Short description
If two people share one computer (or you have two accounts) then if the first one logs out the second one gets access to the last read page of the first one.
Some facts related to this:
- It is a known effect, because the real internal logout happens after(!) that content was rendered (this might get fixed when we change how rendering works).
- The user just needs to click away that msg box after having logged out, then there likely will be just a "access denied" message from the ACL system in case of a protected page.
- Alternatively, the user could also click on the logo after logging out or on any other link or close browser.

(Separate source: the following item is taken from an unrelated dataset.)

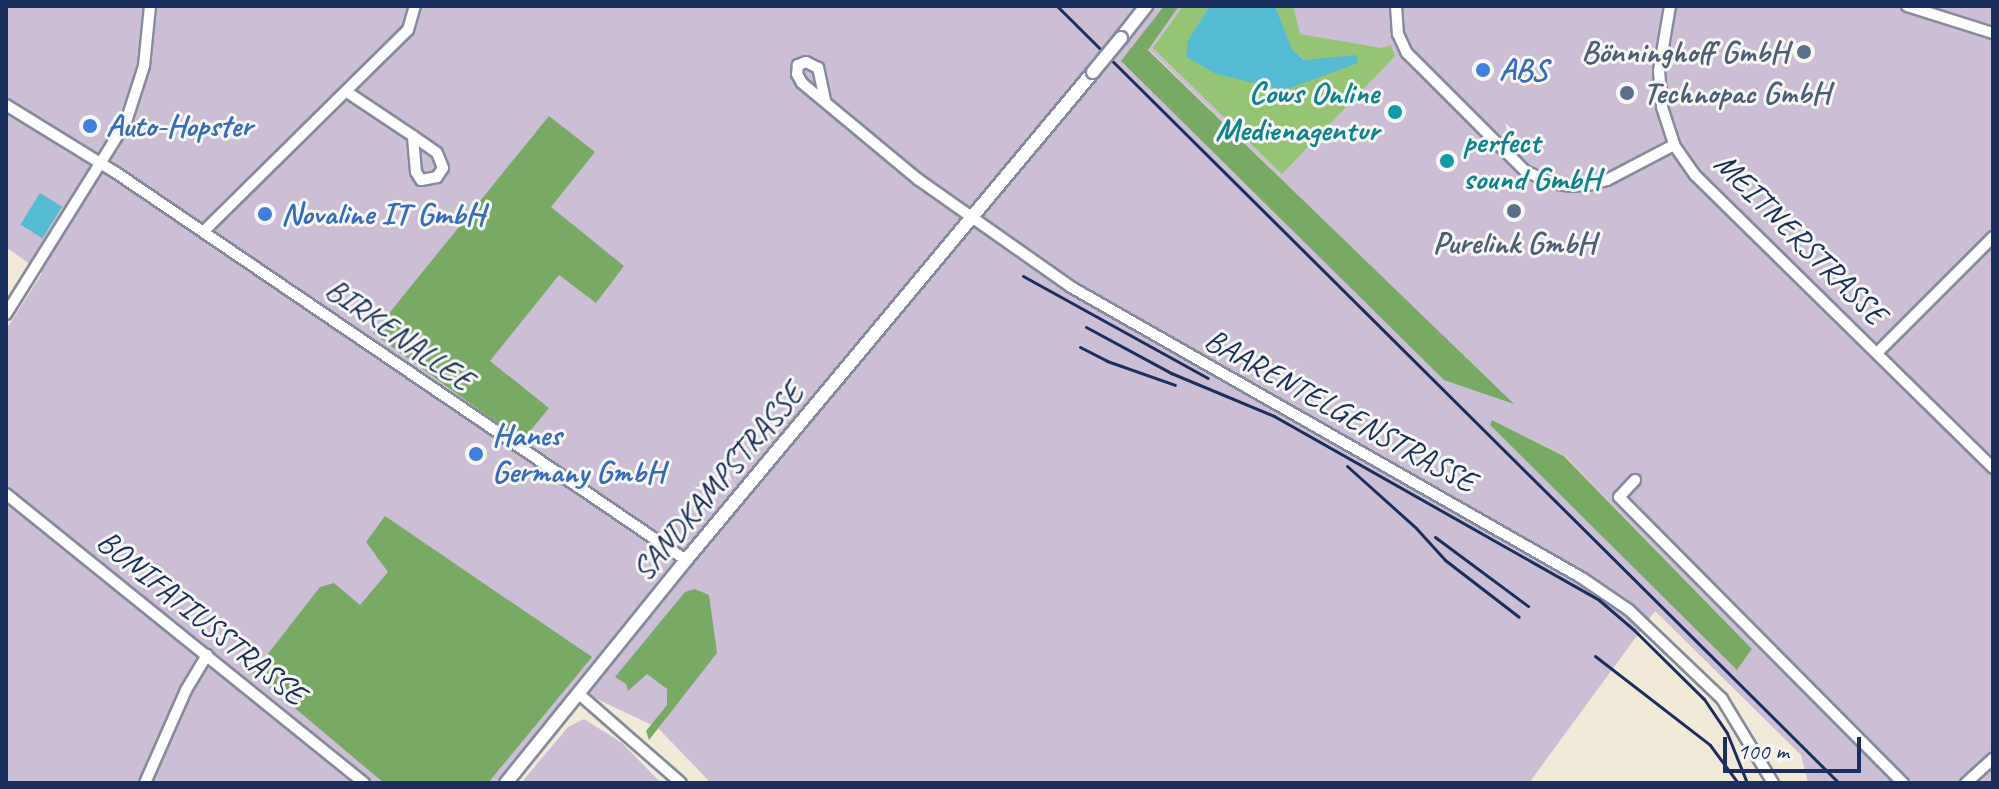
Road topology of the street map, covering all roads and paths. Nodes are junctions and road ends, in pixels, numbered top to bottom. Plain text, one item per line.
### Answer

- login/logout currently are just actions and actions usually operate on the current page and don't change location.
- There can be also use cases for which the requested "jump to frontpage" behaviour is not wanted - e.g. if you just want to log out and log in under different user to look how that same page looks for the other user. Getting redirected to another page would be annoying for this use case.
So the suggestion from me is to just use the workarounds proposed above until we fix the rendering behaviour. -- ThomasWaldmann 2008-08-14 15:06:47
Not directly related to this, but just for illustration:
For some time we had strange login stuff. You needed to go to page UserPreferences to log in. There were also feature requests to jump somewhere after login (and maybe we even did this for a while). But it was just an annoyance. E.g. if you followed a link to SomePage and that page was acl protected, you needed to go to UserPreferences page and then return somehow to SomePage. Redirecting to FrontPage after login was just annoying as you didn't want to see FrontPage, but SomePage. All this was solved by making login an action and not jump around (except for the one case when user explicitely requests a last-visited-page jump in userprefs). Without URL change, you go to SomePage, oops access denied, login action, and directly see SomePage after login. Much easier.